[Stored data entries]

--- START ---

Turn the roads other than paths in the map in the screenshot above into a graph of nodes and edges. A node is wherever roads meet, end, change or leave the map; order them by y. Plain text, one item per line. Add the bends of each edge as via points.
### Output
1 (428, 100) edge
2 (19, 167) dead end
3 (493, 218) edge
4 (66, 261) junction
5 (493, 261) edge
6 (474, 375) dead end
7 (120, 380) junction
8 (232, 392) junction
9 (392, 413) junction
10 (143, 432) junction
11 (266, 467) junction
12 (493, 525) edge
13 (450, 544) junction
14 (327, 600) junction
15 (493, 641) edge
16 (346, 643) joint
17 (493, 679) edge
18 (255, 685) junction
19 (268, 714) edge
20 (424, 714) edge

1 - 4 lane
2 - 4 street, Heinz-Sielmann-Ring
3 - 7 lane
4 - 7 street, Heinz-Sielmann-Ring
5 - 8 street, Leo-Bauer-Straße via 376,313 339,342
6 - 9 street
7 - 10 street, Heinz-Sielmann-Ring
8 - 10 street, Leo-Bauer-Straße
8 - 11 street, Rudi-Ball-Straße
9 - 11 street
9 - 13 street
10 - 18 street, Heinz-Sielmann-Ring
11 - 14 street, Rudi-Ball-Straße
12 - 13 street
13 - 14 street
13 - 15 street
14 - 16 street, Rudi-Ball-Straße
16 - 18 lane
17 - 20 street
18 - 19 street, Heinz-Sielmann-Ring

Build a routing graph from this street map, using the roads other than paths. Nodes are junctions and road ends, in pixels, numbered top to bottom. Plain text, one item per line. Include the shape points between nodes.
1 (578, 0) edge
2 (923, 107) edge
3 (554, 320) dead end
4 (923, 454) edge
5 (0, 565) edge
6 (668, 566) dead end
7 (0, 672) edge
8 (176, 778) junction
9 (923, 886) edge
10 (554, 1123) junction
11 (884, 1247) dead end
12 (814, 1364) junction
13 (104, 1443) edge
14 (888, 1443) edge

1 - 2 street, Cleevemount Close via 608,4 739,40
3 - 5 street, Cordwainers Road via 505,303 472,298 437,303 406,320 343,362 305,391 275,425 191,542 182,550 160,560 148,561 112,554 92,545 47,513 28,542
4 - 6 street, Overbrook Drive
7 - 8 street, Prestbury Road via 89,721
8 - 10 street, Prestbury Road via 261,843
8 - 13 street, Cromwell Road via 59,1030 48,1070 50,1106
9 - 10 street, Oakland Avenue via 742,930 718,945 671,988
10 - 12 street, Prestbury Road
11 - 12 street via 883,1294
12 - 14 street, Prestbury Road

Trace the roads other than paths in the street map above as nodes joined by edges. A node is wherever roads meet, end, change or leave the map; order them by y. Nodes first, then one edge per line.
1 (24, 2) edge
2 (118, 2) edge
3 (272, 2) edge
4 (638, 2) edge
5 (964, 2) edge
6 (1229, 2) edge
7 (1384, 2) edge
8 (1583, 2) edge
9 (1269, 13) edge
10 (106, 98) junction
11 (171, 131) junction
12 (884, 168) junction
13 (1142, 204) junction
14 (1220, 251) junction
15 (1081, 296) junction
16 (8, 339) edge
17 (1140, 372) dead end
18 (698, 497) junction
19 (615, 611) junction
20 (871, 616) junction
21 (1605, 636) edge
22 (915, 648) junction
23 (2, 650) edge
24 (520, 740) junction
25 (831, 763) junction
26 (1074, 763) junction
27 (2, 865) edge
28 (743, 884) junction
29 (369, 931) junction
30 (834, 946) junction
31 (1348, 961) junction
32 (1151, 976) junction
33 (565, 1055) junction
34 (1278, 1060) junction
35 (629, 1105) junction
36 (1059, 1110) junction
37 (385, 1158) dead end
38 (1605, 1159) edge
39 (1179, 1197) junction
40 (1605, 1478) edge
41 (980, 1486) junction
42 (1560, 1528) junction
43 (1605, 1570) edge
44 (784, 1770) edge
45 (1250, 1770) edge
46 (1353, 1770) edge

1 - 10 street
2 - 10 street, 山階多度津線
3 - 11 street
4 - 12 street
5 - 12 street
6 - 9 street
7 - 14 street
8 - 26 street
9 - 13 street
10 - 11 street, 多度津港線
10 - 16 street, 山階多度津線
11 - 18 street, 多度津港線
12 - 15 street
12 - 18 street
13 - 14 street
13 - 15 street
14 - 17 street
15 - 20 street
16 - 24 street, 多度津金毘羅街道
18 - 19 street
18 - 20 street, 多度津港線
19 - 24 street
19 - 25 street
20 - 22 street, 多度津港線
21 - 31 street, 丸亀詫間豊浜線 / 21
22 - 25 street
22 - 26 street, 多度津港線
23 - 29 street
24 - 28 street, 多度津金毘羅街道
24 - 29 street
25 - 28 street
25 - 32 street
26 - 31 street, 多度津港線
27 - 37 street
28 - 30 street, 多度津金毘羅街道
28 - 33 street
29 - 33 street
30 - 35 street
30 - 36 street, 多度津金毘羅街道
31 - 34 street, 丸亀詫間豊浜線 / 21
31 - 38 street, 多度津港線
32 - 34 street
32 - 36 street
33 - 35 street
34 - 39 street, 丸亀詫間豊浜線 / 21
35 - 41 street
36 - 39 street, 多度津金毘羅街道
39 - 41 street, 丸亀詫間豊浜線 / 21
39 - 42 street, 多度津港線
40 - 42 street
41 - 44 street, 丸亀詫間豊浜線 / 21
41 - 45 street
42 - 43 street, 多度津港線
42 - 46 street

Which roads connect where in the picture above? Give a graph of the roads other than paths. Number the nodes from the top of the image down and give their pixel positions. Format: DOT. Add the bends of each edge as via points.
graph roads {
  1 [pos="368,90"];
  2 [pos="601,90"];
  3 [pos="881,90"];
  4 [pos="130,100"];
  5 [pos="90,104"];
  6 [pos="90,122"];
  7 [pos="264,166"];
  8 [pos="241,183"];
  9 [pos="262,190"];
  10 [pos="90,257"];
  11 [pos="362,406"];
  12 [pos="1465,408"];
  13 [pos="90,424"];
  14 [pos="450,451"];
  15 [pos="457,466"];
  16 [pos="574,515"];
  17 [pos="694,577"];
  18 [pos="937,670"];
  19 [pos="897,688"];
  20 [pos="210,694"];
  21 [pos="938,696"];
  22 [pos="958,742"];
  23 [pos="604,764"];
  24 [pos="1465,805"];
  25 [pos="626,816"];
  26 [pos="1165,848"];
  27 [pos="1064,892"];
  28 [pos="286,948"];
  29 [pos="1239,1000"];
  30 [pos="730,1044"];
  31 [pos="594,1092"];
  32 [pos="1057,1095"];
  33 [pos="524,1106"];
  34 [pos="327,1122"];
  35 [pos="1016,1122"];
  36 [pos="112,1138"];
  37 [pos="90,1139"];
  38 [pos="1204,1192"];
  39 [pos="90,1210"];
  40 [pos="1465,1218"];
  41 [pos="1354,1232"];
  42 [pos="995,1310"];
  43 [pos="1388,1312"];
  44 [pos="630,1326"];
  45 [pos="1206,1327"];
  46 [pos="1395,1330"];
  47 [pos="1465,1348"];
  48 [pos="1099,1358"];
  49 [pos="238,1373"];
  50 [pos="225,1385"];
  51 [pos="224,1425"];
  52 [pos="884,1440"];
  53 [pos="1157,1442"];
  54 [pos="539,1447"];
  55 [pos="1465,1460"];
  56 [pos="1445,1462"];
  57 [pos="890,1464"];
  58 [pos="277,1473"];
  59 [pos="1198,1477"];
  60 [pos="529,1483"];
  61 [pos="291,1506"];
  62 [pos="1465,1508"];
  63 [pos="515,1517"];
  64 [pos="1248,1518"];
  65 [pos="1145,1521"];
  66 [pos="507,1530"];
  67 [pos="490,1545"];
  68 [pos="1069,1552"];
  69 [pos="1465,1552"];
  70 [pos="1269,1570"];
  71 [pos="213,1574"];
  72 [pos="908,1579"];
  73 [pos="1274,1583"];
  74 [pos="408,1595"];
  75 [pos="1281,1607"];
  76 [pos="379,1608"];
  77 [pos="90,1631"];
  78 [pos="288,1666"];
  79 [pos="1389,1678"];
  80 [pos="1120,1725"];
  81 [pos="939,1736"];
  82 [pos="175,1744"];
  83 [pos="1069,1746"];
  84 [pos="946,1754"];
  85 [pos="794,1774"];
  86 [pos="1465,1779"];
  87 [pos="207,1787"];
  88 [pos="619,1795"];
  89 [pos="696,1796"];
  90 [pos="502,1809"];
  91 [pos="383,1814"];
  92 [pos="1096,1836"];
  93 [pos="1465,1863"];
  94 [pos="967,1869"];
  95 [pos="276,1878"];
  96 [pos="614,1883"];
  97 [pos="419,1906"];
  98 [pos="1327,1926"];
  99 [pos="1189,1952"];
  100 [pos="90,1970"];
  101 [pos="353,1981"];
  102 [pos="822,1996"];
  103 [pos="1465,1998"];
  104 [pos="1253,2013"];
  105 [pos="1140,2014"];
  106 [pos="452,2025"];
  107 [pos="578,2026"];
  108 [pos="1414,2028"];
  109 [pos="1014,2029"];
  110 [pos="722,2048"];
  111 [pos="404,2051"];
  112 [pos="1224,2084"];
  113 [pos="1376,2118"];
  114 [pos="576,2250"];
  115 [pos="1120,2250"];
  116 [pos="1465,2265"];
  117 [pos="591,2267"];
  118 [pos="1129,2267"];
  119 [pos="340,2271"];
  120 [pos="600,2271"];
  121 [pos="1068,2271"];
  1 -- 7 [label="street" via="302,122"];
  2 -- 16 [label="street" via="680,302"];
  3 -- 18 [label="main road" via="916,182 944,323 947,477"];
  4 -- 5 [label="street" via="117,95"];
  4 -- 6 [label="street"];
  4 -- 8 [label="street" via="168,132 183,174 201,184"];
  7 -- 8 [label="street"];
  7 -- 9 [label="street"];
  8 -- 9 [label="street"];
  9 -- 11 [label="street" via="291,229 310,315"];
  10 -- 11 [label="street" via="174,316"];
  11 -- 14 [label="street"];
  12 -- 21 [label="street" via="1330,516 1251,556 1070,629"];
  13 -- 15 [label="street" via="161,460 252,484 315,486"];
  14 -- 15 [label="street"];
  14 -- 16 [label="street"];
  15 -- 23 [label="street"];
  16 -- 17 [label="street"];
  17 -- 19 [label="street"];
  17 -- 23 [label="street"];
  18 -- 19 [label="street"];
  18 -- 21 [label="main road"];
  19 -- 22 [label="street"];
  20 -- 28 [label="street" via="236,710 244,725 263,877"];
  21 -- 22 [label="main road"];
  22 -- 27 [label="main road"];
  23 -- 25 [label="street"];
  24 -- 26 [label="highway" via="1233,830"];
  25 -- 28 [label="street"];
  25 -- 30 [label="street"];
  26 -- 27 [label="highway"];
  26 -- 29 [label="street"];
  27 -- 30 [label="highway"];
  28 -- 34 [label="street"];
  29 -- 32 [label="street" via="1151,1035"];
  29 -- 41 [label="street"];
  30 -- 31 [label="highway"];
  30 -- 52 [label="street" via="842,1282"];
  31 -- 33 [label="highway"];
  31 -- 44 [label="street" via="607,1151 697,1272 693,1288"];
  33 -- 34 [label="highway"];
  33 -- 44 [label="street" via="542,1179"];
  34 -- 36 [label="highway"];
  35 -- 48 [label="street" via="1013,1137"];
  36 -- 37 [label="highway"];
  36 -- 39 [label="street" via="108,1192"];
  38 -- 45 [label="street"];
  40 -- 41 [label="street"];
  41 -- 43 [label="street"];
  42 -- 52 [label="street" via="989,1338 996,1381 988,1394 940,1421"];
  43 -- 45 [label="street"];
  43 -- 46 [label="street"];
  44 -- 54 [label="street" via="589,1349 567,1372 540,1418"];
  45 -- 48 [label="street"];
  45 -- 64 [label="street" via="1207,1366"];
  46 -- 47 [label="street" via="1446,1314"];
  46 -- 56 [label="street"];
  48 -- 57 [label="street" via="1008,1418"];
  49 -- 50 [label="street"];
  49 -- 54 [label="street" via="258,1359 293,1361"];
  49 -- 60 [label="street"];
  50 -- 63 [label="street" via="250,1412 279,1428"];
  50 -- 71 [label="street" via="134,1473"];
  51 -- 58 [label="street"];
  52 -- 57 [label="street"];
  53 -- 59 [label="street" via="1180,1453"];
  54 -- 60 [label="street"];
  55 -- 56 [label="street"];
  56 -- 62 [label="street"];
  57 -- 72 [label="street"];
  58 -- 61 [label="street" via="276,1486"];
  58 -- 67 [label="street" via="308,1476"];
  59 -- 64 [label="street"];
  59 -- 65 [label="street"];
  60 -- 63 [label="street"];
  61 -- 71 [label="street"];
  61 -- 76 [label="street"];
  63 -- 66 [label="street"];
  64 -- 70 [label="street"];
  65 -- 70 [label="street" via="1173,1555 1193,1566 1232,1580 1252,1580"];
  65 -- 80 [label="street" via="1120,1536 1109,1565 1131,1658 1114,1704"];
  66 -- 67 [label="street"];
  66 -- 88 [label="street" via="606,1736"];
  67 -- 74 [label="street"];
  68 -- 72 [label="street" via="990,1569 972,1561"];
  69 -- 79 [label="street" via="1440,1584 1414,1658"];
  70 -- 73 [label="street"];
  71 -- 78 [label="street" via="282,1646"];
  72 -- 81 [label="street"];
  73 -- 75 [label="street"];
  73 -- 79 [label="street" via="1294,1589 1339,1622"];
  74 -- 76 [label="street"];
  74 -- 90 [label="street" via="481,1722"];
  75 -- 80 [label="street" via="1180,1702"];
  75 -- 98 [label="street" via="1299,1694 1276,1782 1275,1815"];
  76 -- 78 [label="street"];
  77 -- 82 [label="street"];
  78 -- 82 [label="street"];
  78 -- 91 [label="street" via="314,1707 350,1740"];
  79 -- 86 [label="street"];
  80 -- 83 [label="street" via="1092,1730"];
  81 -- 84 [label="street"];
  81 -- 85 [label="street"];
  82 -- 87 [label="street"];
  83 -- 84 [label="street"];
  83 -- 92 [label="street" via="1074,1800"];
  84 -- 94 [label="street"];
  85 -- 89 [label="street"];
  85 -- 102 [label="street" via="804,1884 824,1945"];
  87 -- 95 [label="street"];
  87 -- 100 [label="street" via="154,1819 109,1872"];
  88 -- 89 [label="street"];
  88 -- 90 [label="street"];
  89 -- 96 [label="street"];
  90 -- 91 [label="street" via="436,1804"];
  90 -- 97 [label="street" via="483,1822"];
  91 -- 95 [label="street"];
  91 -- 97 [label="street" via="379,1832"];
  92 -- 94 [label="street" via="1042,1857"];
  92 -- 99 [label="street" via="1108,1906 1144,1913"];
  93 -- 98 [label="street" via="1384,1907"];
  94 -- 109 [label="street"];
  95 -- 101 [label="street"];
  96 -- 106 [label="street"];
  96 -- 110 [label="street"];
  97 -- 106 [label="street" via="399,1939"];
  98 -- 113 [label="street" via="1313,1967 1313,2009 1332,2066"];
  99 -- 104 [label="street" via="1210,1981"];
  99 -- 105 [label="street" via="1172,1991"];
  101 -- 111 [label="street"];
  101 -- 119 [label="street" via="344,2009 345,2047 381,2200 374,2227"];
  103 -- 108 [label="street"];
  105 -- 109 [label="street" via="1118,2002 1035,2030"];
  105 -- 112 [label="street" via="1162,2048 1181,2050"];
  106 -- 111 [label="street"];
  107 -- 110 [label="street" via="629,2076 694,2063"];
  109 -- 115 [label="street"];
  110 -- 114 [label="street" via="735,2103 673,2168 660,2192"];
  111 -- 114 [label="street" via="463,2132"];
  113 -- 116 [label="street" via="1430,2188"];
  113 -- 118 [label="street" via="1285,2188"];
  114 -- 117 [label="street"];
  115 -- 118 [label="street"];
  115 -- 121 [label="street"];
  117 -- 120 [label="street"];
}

--- END ---

Task:
Whenever "wherever" occurs in a line above, copy that line.

Answer for this exercise:
Turn the roads other than paths in the map in the screenshot above into a graph of nodes and edges. A node is wherever roads meet, end, change or leave the map; order them by y. Plain text, one item per line. Add the bends of each edge as via points.
Trace the roads other than paths in the street map above as nodes joined by edges. A node is wherever roads meet, end, change or leave the map; order them by y. Nodes first, then one edge per line.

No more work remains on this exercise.